После Игр в Барселоне появился новый отечественный препарат — карфедон, стимулятор, внесенный позднее в Список запрещённых препаратов под названием Фенотропил. Я его попробовал, побегал, но стимулирующего эффекта не ощутил. Однако все люди разные, кому-то, возможно, он идёт в жилу, то есть действительно стимулирует. Затем появился самый отвратительный препарат — бромантан, то ли «иммунопротектор», то ли «адаптоген», разработанный, по слухам, в недрах военной медицины. Вся беда была в том, что бромантан применялся в больших дозах, сотни миллиграммов в день, экстрагировался из мочи и попадал в хромасс, невероятно загрязняя инжектор и колонку. Особенно бесило, что пики бромантана вылезали там, где выходили пики тестостерона (Т) и эпитестостерона (Е), их невозможно было идентифицировать и рассчитать отношение Т/Е. Я терпеть не мог оба эти препарата, но Сергей Португалов добавил их в виде эксклюзива в свои поставки фармакологии для спортсменов: его растущий бизнес требовал новых идей и предложений. В итоге антидопинговые лаборатории четыре года мучились с этим фармакологическим мусором, пока не разразился скандал на Олимпийских играх в Атланте 1996 года, после чего бромантан с карфедоном внесли в Список запрещённых препаратов.
После отъезда Виктора Уральца в США научные исследования в нашей лаборатории прекратились, остались только рутинные анализы проб спортсменов и поиск подработки. Институтской зарплаты не хватало катастрофически. Мы получили новые масс-селективные детекторы фирмы Hewlett-Packard с химическими станциями на платформе MS-DOS Windows и с фантастическими лазерными принтерами. В России происходил настоящий компьютерный бум, одновременно возросли продажи аналитического оборудования, было снято эмбарго на поставку хромато-масс-спектрометров. Мы с Александром Ведениным ездили на обучение в Вену, где было европейское представительство фирмы Hewlett-Packard. Обучение было так себе, начальная школа, я знал намного больше фирмачей, с важным видом читавших нам простенькие лекции, которые мне ещё пришлось переводить российским участникам тренинга. Наши ребята были хорошие специалисты, они уверенно читали инструкции по эксплуатации приборов на английском языке, однако на слух ничего не воспринимали.
Видя всё это, представители фирмы предложили нам проводить обучение специалистов на местах, на русском языке и на их хромассах, с учётом стоящих перед ними задач и проблем, для решения которых и было приобретено оборудование. И попросили подготовить предложение, программу тренинга, и сказать, сколько денег мы хотим за наши услуги по обучению. Слово «обучение» из контракта убрали, так как по закону мы не имели права никого обучать, и заменили его словами «проведение научно-практического семинара».

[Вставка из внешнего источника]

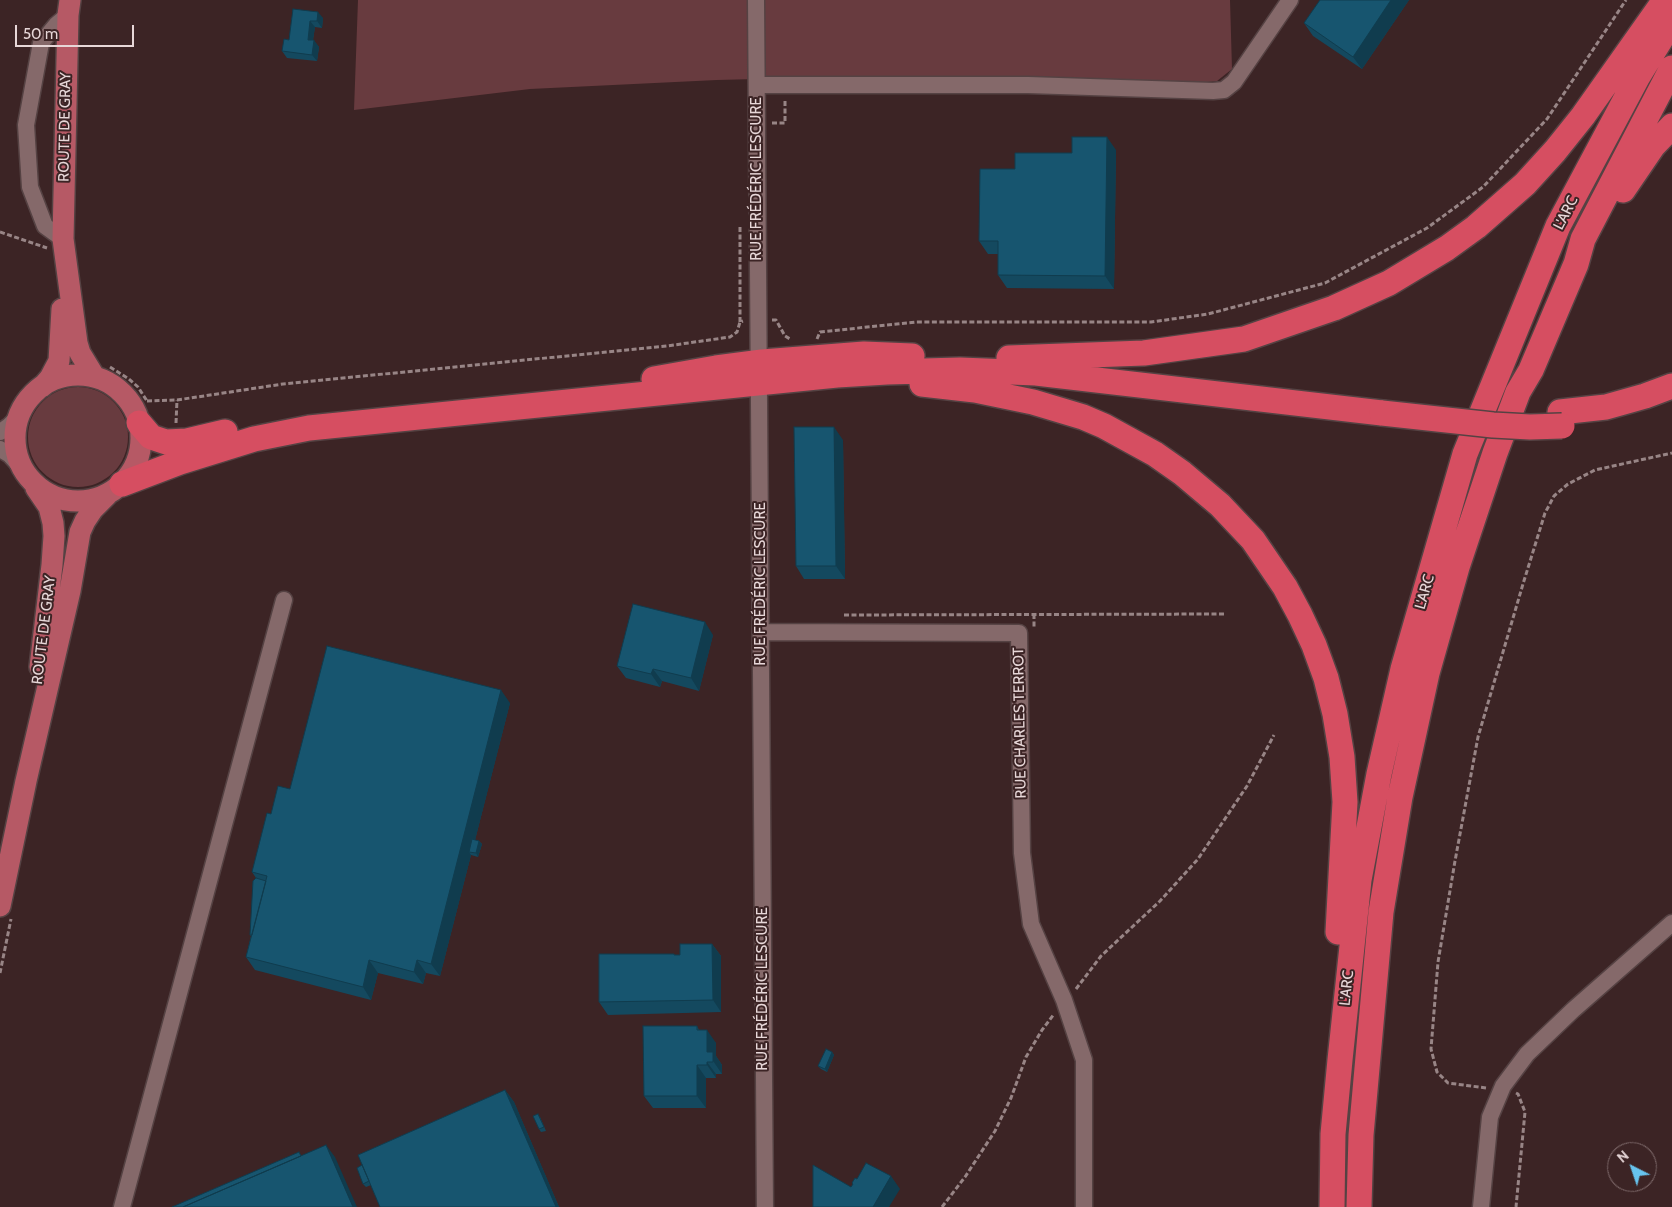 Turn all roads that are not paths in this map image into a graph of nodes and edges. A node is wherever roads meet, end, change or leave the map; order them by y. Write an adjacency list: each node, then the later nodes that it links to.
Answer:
1 (756, 0): 7 (street, RUE FRÉDÉRIC LESCURE)
2 (1290, 0): 7 (street)
3 (1665, 0): 11 (highway)
4 (69, 7): 10 (main road, ROUTE DE GRAY); 10 (street)
5 (1672, 20): 34 (highway, L'ARC)
6 (1672, 68): 9 (highway, L'ARC)
7 (757, 85): 14 (street, RUE FRÉDÉRIC LESCURE)
8 (1672, 126): 9 (highway)
9 (1580, 245): 35 (highway, L'ARC)
10 (64, 246): 13 (main road, ROUTE DE GRAY); 15 (main road, ROUTE DE GRAY)
11 (994, 359): 12 (highway); 18 (highway)
12 (838, 366): 14 (highway); 18 (highway); 34 (highway)
13 (99, 369): 15 (main road); 19 (main road)
14 (759, 373): 19 (highway); 25 (highway); 27 (street, RUE FRÉDÉRIC LESCURE)
15 (43, 386): 20 (main road)
16 (1672, 386): 21 (highway)
17 (1672, 401): 21 (highway)
18 (1383, 406): 21 (highway)
19 (145, 410): 25 (main road)
20 (19, 416): 22 (street); 24 (main road)
21 (1561, 419)
22 (0, 432)
23 (0, 449): 24 (street)
24 (26, 475): 25 (main road); 28 (main road, ROUTE DE GRAY)
25 (114, 489): 28 (main road, ROUTE DE GRAY)
26 (284, 600): 31 (street)
27 (762, 632): 32 (street, RUE FRÉDÉRIC LESCURE); 33 (street, RUE CHARLES TERROT)
28 (26, 781): 29 (main road, ROUTE DE GRAY)
29 (6, 911)
30 (1672, 923): 36 (street)
31 (122, 1207)
32 (765, 1207)
33 (1084, 1207)
34 (1331, 1207)
35 (1359, 1207)
36 (1481, 1207) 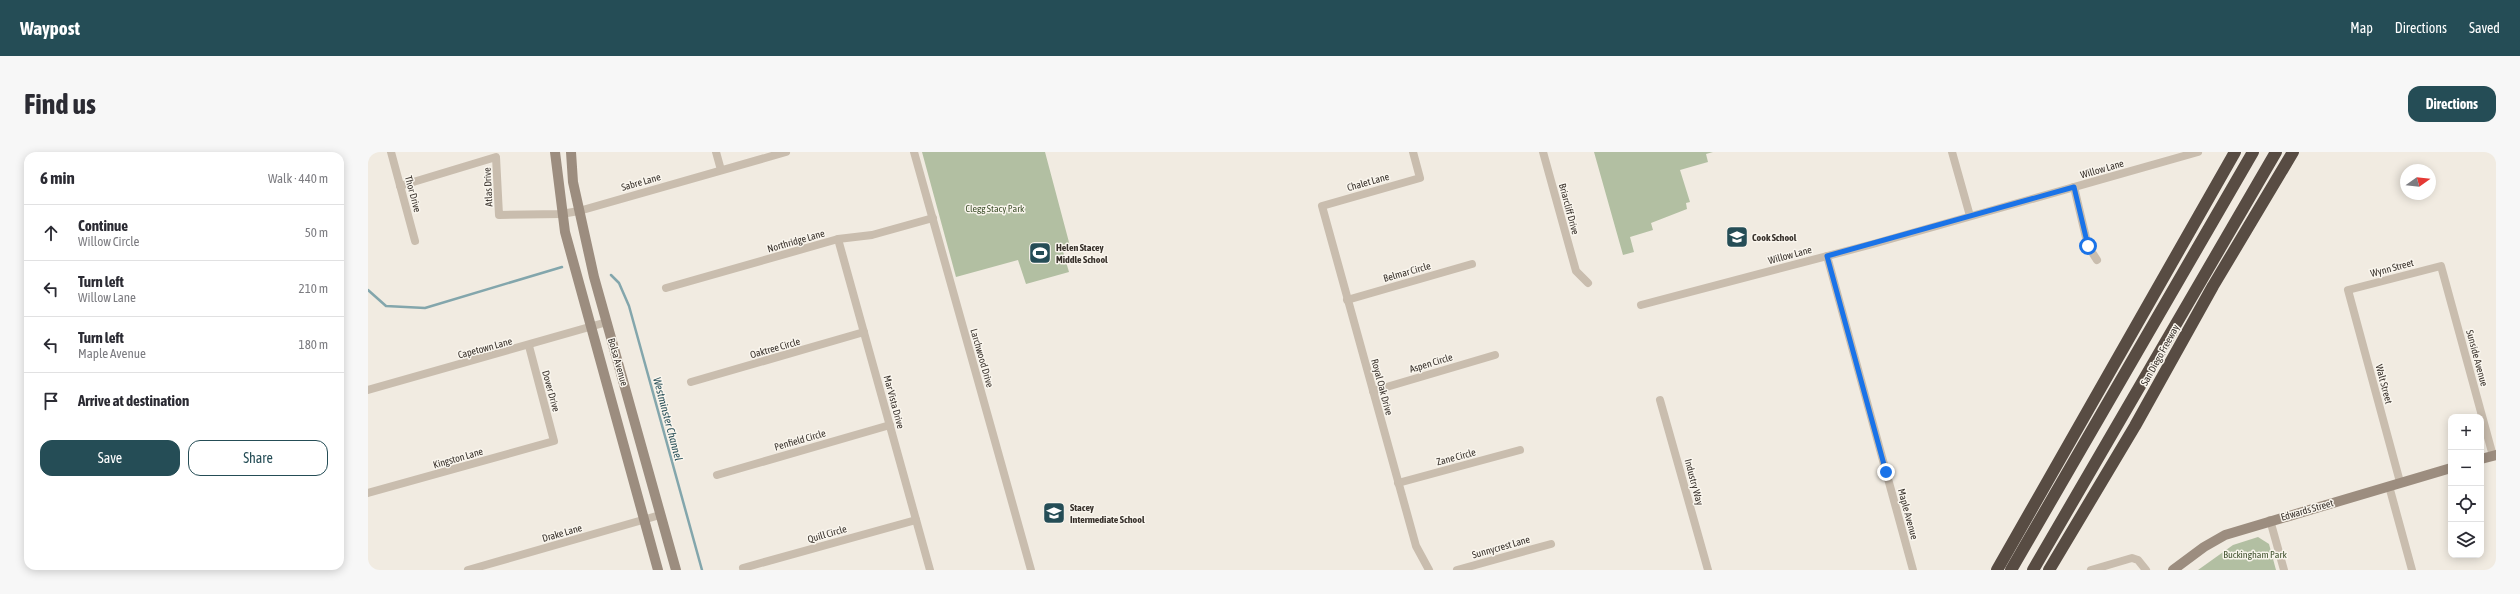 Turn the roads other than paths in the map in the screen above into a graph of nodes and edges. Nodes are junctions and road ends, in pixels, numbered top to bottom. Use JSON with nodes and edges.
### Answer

Мы выставили фирме хорошую цену, взяли половину от европейской расценки за пятидневный тренинг, фирмачи поворчали, но согласились, и мы сразу получили заказы и провели два тренинга, сначала в Братске, по анализу объектов окружающей среды, затем в Уфе, где была нефтехимия. Оплата одного недельного тренинга приносила нам сумму, равную полугодовой зарплате в институте. Семёнов тоже поворчал, но сделать ничего не мог, недельный отпуск мы оформляли по закону, у нас неотгулянных отпусков накопилось на несколько месяцев.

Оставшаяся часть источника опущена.